春はともかく、またゴールデンウィークのフェスにでも出られたらいいだろう。
ただその前の時期に、海外のフェスからの招待はあるだろうが。
今は無理をするべきではない。
卵子保存まではスムーズに進むだろうが、問題はどの段階で代理母出産をするかということだ。
そもそもパートナーがいないなら、そのまま卵子を保管し続けることになる。
なお卵子の保管と言うが、一つや二つの卵子を保管しておくわけではない。
人工授精から受胎、そして出産までを考えると、かなりの保険をかけておくべきである。
またパートナーを考えず、病気の少ない遺伝子を選んで、自分一人の子供として育ててしまってもいいだろう。
俊にはどうも、共感しがたいことである。
男だから仕方がないのか、と思うこともある。
響にしても、子供がほしくて作ったわけではない。
もちろん自分なりに、愛情を込めて育てているつもりではあるが。
まずはさっさと済ませようと、月子は春菜と共に渡米した。
そしてその間も、俊は新曲などを考えていく。
年末のフェスまでには、なんとか完成させたい。
そのためにも俊は月子の帰国を待つことなく、MOONを使って新曲を試したりする。
以前のものと比べると、ボーカロイドも進歩している。
しかしどうしても人間が自然と歌うような、あっさりと歌った感じにはならない。
感情の込め方というのが、上手く表現できない。
AIを使ったなら、もう少し人間の歌い方には近づくのだが。
これも調声といって、人間の歌い方に近いようにする技術がある。
ボカロPの中でも、特にこの技術に優れたPがいたりする。
俊は月子や千歳に慣れてしまっているため、今さら調声にそこまで手をかけようとはしない。
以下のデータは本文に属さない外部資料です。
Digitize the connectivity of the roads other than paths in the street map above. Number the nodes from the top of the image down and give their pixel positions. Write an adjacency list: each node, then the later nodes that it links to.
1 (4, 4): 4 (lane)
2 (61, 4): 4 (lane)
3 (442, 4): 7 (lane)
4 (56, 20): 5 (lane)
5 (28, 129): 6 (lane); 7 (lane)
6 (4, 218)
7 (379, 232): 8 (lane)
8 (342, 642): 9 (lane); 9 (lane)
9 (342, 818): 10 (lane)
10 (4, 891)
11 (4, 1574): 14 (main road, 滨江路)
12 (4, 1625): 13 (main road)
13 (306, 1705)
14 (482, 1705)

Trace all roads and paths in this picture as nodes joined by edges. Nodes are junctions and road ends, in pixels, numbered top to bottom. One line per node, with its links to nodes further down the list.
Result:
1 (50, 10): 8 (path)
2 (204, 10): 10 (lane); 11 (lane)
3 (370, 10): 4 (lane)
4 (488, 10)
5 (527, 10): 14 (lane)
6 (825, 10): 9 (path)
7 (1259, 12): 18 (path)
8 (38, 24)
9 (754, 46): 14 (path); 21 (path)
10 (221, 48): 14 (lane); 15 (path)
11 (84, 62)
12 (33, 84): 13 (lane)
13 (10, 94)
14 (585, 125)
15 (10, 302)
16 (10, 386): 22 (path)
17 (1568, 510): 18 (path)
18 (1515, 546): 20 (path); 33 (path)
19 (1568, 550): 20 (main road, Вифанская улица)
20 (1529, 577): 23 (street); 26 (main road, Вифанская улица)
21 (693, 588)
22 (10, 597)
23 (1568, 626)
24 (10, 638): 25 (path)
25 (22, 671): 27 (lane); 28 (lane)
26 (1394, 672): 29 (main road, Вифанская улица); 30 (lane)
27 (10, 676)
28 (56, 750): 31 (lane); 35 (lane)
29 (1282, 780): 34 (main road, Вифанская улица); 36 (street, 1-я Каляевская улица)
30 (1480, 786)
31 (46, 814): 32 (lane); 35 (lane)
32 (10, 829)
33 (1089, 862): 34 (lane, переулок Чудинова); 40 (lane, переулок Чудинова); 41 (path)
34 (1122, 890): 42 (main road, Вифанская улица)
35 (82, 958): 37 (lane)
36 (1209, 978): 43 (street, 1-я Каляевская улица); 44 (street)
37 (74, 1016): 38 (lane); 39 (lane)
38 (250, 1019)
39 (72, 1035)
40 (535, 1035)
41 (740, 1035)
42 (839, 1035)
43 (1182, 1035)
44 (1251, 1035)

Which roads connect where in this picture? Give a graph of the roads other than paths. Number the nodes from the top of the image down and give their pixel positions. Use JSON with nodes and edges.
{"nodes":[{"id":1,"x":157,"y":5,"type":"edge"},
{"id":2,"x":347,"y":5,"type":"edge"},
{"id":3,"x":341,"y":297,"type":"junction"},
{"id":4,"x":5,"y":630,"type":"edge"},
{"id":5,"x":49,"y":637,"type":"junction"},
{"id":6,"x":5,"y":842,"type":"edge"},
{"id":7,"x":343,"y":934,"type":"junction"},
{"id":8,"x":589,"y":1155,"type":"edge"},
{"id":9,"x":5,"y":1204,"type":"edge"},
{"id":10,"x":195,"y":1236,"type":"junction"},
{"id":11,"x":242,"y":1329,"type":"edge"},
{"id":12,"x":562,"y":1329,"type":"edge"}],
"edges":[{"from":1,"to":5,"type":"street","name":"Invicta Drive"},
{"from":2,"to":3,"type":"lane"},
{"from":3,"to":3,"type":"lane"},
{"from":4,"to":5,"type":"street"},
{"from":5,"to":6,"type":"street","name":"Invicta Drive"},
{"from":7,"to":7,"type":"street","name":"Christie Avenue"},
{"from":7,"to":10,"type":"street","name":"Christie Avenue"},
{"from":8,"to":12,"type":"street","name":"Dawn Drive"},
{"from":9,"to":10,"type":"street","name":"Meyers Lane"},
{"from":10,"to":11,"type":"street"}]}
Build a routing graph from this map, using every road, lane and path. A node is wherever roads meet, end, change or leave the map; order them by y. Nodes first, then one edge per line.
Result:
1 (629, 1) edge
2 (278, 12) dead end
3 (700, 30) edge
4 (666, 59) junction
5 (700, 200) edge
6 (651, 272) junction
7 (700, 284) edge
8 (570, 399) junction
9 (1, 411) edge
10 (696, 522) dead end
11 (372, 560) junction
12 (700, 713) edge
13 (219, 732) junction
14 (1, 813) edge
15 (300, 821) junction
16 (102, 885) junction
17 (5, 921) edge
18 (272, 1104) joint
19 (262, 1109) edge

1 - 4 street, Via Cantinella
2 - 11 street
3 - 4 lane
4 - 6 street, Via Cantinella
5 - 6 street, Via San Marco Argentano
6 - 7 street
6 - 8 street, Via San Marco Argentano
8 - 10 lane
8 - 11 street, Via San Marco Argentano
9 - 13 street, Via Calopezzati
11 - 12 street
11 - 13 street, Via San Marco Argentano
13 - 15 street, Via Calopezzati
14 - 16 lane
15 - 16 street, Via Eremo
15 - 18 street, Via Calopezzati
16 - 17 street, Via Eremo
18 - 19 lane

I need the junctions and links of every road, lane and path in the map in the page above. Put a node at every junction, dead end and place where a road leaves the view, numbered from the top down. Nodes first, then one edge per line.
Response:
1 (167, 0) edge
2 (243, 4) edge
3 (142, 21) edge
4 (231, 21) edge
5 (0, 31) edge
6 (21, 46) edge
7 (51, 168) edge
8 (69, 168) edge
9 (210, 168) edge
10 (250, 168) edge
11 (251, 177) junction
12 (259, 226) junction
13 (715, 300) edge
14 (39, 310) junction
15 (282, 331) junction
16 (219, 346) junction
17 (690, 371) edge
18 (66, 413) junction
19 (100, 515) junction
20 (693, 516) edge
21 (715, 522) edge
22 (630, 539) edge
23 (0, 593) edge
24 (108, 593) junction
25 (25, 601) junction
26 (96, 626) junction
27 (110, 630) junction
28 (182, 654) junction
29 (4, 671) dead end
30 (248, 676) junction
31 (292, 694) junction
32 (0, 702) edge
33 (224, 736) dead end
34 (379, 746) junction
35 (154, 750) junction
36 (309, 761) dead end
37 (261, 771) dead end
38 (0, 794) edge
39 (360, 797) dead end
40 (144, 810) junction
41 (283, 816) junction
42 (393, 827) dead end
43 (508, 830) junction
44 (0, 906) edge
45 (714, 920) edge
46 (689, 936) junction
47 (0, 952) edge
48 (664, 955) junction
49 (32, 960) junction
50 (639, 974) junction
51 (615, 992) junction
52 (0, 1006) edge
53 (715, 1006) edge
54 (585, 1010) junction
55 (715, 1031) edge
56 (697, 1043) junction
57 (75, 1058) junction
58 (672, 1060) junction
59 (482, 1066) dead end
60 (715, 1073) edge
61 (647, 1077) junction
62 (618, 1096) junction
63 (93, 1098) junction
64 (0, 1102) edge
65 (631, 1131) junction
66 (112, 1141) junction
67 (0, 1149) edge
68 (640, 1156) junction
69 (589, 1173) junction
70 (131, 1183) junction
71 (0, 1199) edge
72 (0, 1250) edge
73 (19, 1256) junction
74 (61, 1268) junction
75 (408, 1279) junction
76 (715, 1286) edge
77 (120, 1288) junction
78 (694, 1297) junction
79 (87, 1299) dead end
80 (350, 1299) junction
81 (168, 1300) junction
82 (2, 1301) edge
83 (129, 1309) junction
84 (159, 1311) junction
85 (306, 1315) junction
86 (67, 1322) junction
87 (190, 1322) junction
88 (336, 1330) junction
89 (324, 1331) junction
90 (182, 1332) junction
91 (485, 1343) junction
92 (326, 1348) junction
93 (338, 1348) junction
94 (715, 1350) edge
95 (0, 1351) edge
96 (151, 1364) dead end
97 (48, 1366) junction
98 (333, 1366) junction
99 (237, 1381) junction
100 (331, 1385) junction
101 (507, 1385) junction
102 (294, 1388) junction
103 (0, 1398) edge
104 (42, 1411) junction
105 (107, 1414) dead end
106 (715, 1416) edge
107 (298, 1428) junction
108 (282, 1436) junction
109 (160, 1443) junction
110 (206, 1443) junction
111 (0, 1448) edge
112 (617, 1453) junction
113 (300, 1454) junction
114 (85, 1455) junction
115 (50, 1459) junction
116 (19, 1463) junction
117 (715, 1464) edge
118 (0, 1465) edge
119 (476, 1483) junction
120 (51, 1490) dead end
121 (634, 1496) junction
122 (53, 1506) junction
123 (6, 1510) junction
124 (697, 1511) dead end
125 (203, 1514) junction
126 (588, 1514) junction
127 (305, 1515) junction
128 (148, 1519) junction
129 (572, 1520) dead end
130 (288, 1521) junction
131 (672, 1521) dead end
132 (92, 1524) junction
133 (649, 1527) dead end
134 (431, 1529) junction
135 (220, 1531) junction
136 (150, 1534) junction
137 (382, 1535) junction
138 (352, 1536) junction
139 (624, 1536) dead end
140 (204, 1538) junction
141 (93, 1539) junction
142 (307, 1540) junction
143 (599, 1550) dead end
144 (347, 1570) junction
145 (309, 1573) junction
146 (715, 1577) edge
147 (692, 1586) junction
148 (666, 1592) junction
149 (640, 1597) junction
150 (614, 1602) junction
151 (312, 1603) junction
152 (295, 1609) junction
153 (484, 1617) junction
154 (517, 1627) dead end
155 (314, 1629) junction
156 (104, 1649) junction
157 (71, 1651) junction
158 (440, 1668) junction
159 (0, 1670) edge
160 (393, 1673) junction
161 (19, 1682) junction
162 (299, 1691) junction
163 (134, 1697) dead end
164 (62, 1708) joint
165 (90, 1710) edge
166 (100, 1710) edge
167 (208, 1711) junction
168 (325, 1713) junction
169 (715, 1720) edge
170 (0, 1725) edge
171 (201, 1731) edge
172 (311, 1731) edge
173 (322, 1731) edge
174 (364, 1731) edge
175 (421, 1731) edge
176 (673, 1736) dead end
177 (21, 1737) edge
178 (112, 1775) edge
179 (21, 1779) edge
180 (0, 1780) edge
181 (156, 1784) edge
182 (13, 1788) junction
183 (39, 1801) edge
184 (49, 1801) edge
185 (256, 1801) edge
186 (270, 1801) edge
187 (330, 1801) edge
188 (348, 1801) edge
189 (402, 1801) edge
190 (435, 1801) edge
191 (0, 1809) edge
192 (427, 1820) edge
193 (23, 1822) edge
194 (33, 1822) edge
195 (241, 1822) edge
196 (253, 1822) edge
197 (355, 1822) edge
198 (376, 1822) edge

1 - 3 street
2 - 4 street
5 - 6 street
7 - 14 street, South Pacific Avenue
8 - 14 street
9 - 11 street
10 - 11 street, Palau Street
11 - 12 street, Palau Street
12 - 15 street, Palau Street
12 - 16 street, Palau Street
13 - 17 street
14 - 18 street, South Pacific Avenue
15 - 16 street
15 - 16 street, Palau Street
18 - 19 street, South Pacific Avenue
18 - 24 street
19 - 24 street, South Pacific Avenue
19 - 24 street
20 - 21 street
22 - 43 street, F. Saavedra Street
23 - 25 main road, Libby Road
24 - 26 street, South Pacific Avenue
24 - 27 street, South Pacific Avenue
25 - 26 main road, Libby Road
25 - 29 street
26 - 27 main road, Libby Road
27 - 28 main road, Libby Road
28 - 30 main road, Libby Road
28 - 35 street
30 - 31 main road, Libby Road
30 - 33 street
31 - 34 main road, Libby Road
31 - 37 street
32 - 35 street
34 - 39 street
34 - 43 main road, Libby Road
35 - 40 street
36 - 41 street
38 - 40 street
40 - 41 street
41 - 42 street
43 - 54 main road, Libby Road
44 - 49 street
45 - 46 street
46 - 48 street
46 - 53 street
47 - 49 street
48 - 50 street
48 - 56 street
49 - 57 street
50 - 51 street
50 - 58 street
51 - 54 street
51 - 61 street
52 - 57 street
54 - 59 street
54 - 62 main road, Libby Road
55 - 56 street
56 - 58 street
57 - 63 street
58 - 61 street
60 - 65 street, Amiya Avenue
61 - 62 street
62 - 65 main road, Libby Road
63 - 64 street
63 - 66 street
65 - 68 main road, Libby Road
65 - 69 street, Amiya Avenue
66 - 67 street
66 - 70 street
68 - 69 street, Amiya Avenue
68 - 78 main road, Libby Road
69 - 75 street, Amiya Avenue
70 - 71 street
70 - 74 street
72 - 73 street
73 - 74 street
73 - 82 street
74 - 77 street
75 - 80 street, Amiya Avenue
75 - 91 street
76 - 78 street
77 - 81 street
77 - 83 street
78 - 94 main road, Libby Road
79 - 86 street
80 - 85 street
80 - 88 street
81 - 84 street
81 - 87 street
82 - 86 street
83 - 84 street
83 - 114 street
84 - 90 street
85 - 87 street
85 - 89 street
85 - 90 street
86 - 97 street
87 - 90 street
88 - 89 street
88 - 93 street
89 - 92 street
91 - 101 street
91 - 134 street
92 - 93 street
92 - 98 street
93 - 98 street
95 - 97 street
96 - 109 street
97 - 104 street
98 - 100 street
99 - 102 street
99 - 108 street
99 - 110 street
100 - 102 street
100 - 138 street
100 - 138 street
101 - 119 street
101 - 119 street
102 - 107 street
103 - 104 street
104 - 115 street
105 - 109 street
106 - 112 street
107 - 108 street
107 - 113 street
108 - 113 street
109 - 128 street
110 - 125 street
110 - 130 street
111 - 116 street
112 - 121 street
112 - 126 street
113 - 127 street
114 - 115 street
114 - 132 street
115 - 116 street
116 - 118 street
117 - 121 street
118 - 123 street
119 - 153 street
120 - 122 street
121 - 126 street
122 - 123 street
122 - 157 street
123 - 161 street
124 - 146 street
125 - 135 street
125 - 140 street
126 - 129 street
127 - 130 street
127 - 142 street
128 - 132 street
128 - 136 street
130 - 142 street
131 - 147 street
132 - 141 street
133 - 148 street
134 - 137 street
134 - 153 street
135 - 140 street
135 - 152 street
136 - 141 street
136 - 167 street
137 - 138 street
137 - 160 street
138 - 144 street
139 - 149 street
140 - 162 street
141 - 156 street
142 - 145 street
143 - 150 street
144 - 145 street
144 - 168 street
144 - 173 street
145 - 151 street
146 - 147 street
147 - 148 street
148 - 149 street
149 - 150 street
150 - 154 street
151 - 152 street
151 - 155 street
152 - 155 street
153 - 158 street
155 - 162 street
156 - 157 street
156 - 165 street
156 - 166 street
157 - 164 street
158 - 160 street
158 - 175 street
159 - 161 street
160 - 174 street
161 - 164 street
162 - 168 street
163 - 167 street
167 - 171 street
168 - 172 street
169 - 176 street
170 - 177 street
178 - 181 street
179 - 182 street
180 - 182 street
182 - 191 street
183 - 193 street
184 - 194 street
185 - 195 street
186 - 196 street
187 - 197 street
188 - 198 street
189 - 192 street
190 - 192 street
月子が戻ってくれば、そのまま一気にフェスへの準備だ。
来年は手術をして、そこからまた体力回復までに時間がかかるだろう。
本当に月子は、運命が障害をたくさん用意していると言えようか。
だからこそ歌い方には、力を感じるのかもしれない。
月子は今の自分のことを、不幸だとは思っていないという。
だが過去の自分に関しては、いくらでも不満があるのだ。
しかし未来を見つめられれば、過去に囚われる必要はない。
そんなことを考えていたのに、今回のこんなことが起こってくる。
病気や事故など、どうしようもないことはある。
月子の両親にしてからが、今の月子とそう変わらない年齢で亡くなっている。
俊の父はもう少し長く生きたが、その晩年はあまり恵まれたものではなかった。
月子はようやく幸福になったかと思うと、また不幸に襲われる。
これが成功の代償としたら、俊はもっと何かを悪魔に支払うべきであろう。
成功と不幸は、全く別のものである。
過去の呪われた不遇は、月子の歌に力を与えた。
売れなかった地下アイドル時代のことも、ステージでの演出を考えれば、それなりに意味はあったのだ。
そういったマイナスを全て、プラスの力に代えてしまう。
それでも今回の月子の条件は、彼女にとって厳しいものであろうが。
月子の検査と採取には、それなりの時間がかかった。
そしてようやく帰ってくると、年末のフェスの準備に取り掛かる。
だがそれ以前に、また月子は考えないといけないことが出てくる。
彼女の人生は本当に、波乱万丈であると言っていい。
それと戦い続けることが、月子の人生であったのだろうか。
今年最後のフェスに向けて、ノイズは準備を始める。
帰国した月子は、とりあえずは来年にも早々に、手術の必要があるとは言われてしまった。